DE963817C - Process for cleaning molten metal - Google Patents

Description

Process for cleaning molten metal The: Removal of the oxidic or non-metallic impurities from metal melts, in particular Robmetallschmelzen, has always caused great difficulties. These are mainly caused by that the non-metallic impurities are largely in the form of microscopic small particles occur and their specific gravity differs from that of the metal, especially in the case of aluminum smelting, there is little difference. These: fine oxide particles float in the metal bath and are randomly distributed there.

Attempts have been made to allow the melt to stand for a long time. Suspended matter to be separated. In the case of very heavily contaminated metal melts, such as B. with liquid raw aluminum, this method was not particularly successful. Further Attempts have been made to remove these suspended solids by introducing gases Gas bubbles. to give some buoyancy and bring them to the surface of the meta, llba, deis to wash. It has been shown, however, that not all parts of this gas treatment of the metal bath can be detected. When using certain gases, such as. B. chlorine gas, there is also the risk that new suspended matter (Ch; lo @ ride) will be formed.

According to the invention, a simple manner for practical Sufficient separation of the oxidic impurities can still be achieved during operation, by changing the temperature of the liquid metal in the furnace to the liqu: idus point or just above it, lowered it and then subsequently to values above the Casting temperature is increased, whereupon the melt is kept at this temperature for so long let stand until the- Separation of the oxidic impurities. completed to your desired degree: is.
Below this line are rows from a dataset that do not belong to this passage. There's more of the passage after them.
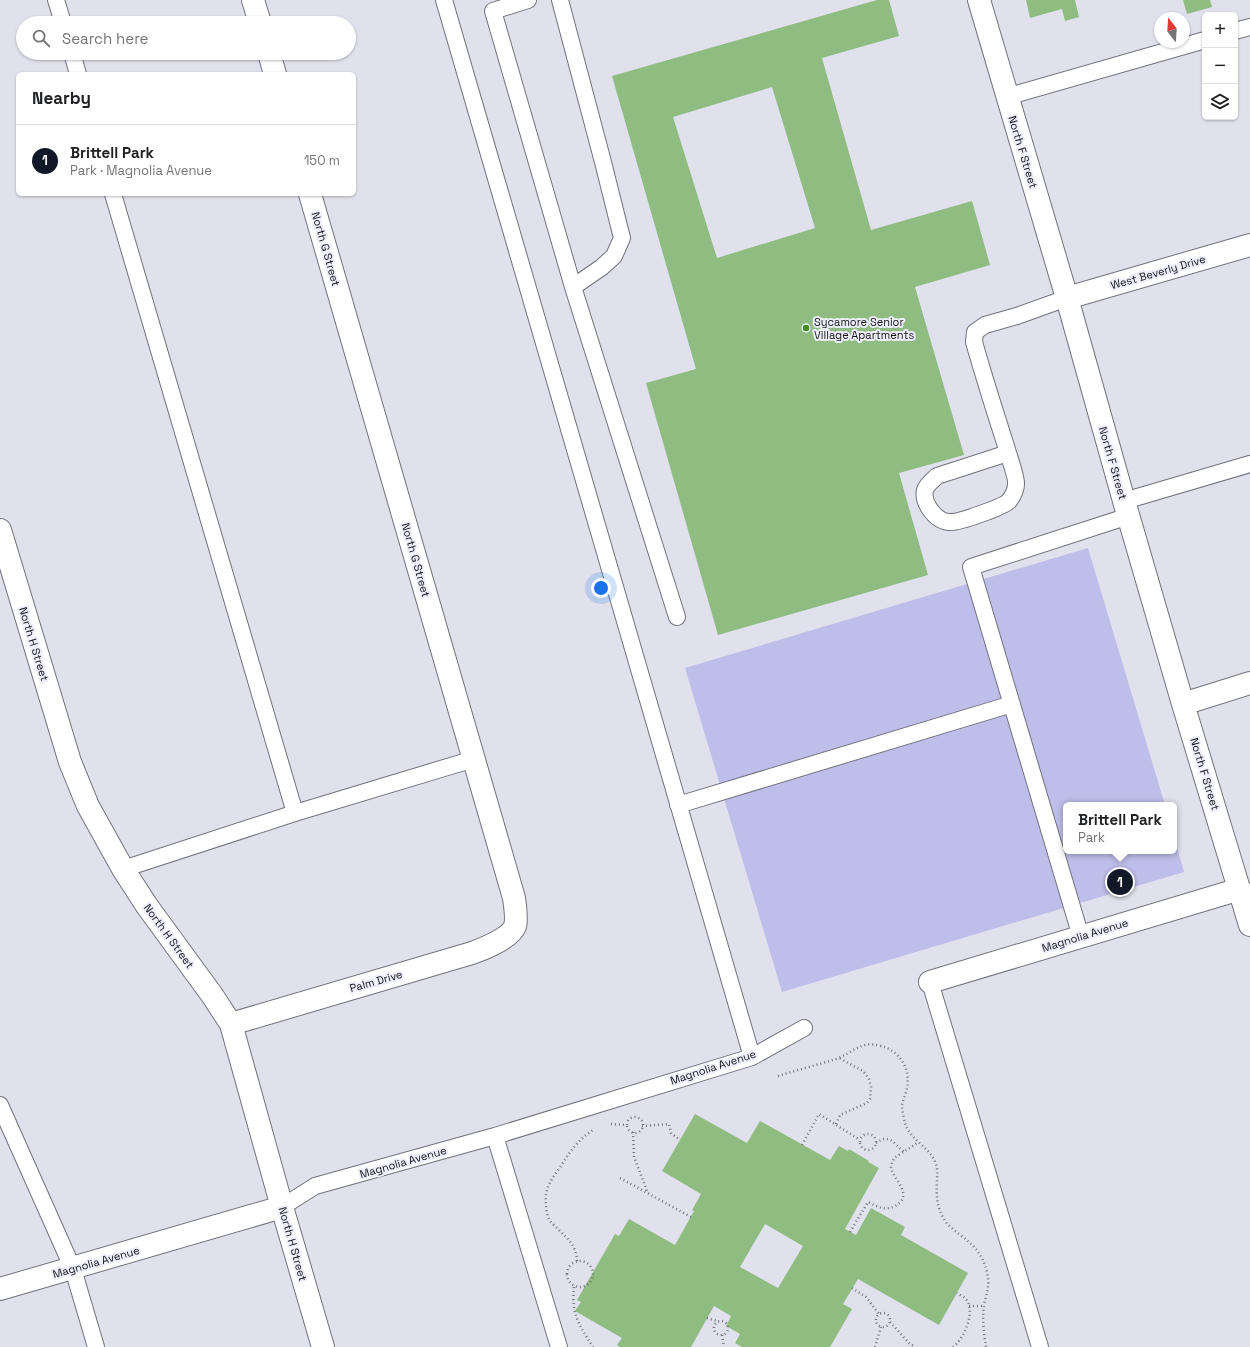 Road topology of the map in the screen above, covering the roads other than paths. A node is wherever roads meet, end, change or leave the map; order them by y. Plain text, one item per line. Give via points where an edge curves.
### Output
1 (56, 0) edge
2 (253, 0) edge
3 (444, 0) edge
4 (528, 0) edge
5 (560, 0) edge
6 (979, 0) edge
7 (491, 5) edge
8 (61, 16) edge
9 (258, 16) edge
10 (1250, 27) edge
11 (1238, 30) edge
12 (1202, 41) edge
13 (74, 60) edge
14 (271, 60) edge
15 (77, 72) edge
16 (274, 72) edge
17 (1006, 97) junction
18 (114, 196) edge
19 (311, 196) edge
20 (1250, 245) edge
21 (573, 287) junction
22 (1067, 298) junction
23 (1008, 453) junction
24 (1250, 464) edge
25 (1126, 509) junction
26 (0, 530) edge
27 (677, 617) dead end
28 (1250, 683) edge
29 (1012, 704) junction
30 (1183, 704) junction
31 (474, 759) junction
32 (678, 805) junction
33 (295, 813) junction
34 (123, 869) junction
35 (1240, 889) junction
36 (1250, 925) edge
37 (515, 927) joint
38 (1081, 936) junction
39 (930, 982) joint
40 (231, 1024) junction
41 (804, 1028) dead end
42 (752, 1056) junction
43 (0, 1105) edge
44 (495, 1136) junction
45 (282, 1207) junction
46 (73, 1269) junction
47 (0, 1289) edge
48 (96, 1347) edge
49 (323, 1347) edge
50 (559, 1347) edge
51 (1040, 1347) edge

1 - 8 lane
2 - 9 street
3 - 32 lane
4 - 7 lane
5 - 21 lane via 622,238 614,256
6 - 17 street, North F Street
7 - 21 lane
10 - 11 lane
12 - 17 lane
13 - 15 lane
14 - 16 street
17 - 22 street, North F Street
18 - 33 lane
19 - 31 street, North G Street
20 - 22 street, West Beverly Drive
21 - 27 lane
22 - 23 lane via 985,325 975,332 974,342
22 - 25 street, North F Street
23 - 23 lane via 1016,484 1009,501 1002,506 954,523 937,518 930,510 925,490 937,476
24 - 25 lane
25 - 29 lane via 971,567
25 - 30 street, North F Street
26 - 34 street, North H Street via 70,762 88,806
28 - 30 street
29 - 32 lane
29 - 38 lane
30 - 35 street, North F Street
31 - 33 lane
31 - 37 street, North G Street via 514,898
32 - 42 lane
33 - 34 lane
34 - 40 street, North H Street
35 - 36 street, North F Street
35 - 38 street, Magnolia Avenue
37 - 40 street, Palm Drive via 491,946 472,953
38 - 39 street, Magnolia Avenue
39 - 51 lane
40 - 45 street, North H Street
41 - 42 lane, Magnolia Avenue
42 - 44 lane, Magnolia Avenue
43 - 46 lane
44 - 45 lane, Magnolia Avenue via 315,1186
44 - 50 lane
45 - 46 street, Magnolia Avenue
45 - 49 street, North H Street
46 - 47 street, Magnolia Avenue
46 - 48 lane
Experiences and observations on oil melts as well as the results of experiments indicate with the greatest probability that this Temperature change in the metal bath play the following processes: The impurities, z. B. the oxide, float in the form of small particles in the melt and are there randomly and finely distributed. By reducing the metal bath temperature until tight above the liquidus line, the microscopic particles are the result incipient crystal formation of the metal in small piles. or balls huddled together. As the metal solidifies, these oxide balls always increase in size more and more and are shifted towards the grain boundaries. Since the solidification of the . #, Te, tall baths progress extremely slowly, particularly large crystals appear on. The concentration and the volume of the Oxvdteilchen has thus changed through displacement and agglomeration considerable. enlarged. With increasing temperature decrease At the same time, the gas solubility in the metal is getting lower. The gas separates in the form of the finest bubbles and partly sticks to the oxide balls. The mean specific gravity of the OYvdballs is thus increased by stepping on it of the gas bubbles and thus favors the ascent. One increases. well If the temperature of the metal bath is again high, the oxide balls are formed in the now thin-flowing bath quickly driven upwards. So that the buoyancy of the oxide balls is as light as possible is going on, the temperature of the melt is increased by about 12o ° above the liquidus line, in the case of aluminum, for example. to 78o ° C, and leaves the melt at this temperature stand for a longer period of time. This Absit-r_-Zeit, especially for raw aluminum is necessary, brings the guarantee that on the one hand the separation of the impurities can go on thoroughly and, on the other hand, some metallic contaminants (like Na and Ca) are certain to be oxidized.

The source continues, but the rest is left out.